PROBLEM TO WORK ON -
Please find every line in the entries below that contains the string "Castelo", and copy it.

Records drawn from a dataset -
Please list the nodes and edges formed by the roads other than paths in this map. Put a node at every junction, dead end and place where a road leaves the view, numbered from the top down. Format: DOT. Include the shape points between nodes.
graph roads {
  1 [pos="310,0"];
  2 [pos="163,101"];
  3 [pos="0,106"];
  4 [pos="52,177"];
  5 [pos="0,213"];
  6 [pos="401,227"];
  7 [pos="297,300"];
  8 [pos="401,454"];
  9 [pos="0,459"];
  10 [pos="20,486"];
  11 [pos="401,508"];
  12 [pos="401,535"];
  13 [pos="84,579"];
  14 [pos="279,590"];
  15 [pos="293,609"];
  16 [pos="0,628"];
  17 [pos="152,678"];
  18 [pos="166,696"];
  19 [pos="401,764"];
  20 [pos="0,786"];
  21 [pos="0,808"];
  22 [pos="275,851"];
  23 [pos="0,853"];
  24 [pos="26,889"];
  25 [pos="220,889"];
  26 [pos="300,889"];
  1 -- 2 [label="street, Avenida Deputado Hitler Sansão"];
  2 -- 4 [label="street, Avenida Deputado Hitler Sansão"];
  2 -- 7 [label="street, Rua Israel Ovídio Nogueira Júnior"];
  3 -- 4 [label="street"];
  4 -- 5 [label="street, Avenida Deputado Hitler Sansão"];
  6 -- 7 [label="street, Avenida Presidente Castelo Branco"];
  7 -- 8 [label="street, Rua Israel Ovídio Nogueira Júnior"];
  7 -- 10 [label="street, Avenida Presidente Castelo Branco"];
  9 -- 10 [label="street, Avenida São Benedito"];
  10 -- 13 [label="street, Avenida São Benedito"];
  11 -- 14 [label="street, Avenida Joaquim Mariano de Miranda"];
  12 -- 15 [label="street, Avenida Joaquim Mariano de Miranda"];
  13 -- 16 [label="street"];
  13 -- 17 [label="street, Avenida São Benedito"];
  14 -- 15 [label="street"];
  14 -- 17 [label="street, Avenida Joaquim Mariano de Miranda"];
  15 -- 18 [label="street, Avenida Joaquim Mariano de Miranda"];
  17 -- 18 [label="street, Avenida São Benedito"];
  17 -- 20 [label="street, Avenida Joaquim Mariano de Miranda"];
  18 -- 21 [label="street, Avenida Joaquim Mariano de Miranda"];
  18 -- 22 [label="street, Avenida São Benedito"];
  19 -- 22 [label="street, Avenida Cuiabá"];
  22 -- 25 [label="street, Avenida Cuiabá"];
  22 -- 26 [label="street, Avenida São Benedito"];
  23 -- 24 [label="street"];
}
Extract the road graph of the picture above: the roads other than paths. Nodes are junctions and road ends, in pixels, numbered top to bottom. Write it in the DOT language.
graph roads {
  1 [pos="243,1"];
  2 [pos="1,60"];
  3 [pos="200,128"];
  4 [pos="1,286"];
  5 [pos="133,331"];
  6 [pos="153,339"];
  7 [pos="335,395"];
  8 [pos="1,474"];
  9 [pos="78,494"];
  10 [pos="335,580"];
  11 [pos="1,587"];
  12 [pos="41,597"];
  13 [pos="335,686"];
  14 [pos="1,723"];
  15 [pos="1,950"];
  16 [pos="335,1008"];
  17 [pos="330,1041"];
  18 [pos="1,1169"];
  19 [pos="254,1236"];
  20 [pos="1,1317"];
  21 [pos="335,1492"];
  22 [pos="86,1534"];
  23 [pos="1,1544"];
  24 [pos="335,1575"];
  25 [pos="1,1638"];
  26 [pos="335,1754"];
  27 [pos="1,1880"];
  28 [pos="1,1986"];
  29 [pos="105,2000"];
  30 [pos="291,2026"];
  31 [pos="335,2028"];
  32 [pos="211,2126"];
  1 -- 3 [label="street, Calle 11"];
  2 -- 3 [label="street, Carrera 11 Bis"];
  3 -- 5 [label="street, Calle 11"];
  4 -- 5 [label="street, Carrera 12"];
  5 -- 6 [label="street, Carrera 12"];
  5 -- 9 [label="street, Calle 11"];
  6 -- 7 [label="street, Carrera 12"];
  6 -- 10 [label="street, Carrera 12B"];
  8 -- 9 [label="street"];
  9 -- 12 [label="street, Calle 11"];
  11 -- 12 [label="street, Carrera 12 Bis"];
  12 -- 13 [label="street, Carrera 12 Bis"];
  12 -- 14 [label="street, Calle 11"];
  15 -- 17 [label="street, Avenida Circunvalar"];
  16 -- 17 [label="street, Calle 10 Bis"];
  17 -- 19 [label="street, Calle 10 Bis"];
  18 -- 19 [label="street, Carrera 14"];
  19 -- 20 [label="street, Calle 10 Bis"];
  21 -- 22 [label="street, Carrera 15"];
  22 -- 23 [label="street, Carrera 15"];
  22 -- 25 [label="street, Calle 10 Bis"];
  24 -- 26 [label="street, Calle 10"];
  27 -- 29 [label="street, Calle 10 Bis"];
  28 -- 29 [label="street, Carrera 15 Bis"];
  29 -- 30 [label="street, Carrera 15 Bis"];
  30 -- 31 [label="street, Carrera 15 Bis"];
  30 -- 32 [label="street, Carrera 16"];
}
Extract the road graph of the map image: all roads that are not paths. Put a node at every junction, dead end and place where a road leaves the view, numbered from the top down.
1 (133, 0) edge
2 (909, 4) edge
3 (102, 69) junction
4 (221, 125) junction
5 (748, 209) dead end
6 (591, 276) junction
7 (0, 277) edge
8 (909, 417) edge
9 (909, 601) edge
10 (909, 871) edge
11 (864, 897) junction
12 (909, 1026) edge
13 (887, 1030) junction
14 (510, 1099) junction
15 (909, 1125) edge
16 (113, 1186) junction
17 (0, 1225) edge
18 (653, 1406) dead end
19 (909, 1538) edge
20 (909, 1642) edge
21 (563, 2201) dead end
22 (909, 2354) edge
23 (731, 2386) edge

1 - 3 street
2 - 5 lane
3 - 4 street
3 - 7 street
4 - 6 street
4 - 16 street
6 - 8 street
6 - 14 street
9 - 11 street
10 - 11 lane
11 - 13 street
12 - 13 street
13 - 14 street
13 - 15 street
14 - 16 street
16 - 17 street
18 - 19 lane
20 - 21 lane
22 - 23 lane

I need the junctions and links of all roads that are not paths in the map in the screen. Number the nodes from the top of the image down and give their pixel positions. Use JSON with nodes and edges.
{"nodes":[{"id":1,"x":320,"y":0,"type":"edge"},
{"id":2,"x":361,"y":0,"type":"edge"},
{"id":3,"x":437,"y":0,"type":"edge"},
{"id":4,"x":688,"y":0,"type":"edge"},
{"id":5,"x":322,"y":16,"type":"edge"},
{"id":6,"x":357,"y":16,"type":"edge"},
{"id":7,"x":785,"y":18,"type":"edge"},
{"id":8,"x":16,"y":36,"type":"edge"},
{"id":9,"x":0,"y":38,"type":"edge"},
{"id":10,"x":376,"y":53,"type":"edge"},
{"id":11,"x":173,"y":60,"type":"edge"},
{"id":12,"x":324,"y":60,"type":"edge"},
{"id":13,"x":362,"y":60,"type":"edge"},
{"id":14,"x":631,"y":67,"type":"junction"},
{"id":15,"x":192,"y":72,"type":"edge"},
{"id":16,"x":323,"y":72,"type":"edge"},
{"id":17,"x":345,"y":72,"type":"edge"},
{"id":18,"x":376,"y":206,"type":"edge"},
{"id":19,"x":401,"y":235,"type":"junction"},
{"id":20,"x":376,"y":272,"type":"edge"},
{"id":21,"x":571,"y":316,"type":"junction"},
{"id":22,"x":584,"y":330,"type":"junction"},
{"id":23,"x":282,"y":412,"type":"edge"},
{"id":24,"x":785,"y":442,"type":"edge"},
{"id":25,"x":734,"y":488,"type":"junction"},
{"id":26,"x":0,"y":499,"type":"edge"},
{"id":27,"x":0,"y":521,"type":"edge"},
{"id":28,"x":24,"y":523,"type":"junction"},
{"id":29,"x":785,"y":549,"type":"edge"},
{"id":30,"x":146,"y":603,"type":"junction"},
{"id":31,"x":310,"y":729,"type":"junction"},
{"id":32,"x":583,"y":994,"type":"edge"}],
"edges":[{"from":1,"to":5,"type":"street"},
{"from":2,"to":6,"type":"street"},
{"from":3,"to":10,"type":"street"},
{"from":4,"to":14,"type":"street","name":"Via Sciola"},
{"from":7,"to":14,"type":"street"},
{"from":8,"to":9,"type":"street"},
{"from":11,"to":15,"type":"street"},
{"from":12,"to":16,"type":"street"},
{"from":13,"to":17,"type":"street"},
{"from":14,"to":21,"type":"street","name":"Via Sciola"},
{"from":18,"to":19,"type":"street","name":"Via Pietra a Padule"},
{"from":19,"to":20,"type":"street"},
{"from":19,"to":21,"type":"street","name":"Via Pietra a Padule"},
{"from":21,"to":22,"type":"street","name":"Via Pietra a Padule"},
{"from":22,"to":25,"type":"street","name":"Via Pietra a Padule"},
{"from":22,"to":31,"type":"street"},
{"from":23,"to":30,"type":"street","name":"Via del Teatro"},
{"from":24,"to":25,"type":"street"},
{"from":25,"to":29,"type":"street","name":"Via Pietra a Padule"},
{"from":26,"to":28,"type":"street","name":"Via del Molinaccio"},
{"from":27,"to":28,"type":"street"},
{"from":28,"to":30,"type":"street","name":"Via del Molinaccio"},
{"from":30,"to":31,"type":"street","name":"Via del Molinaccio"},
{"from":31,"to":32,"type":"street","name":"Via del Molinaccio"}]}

EXPECTED ANSWER -
  6 -- 7 [label="street, Avenida Presidente Castelo Branco"];
  7 -- 10 [label="street, Avenida Presidente Castelo Branco"];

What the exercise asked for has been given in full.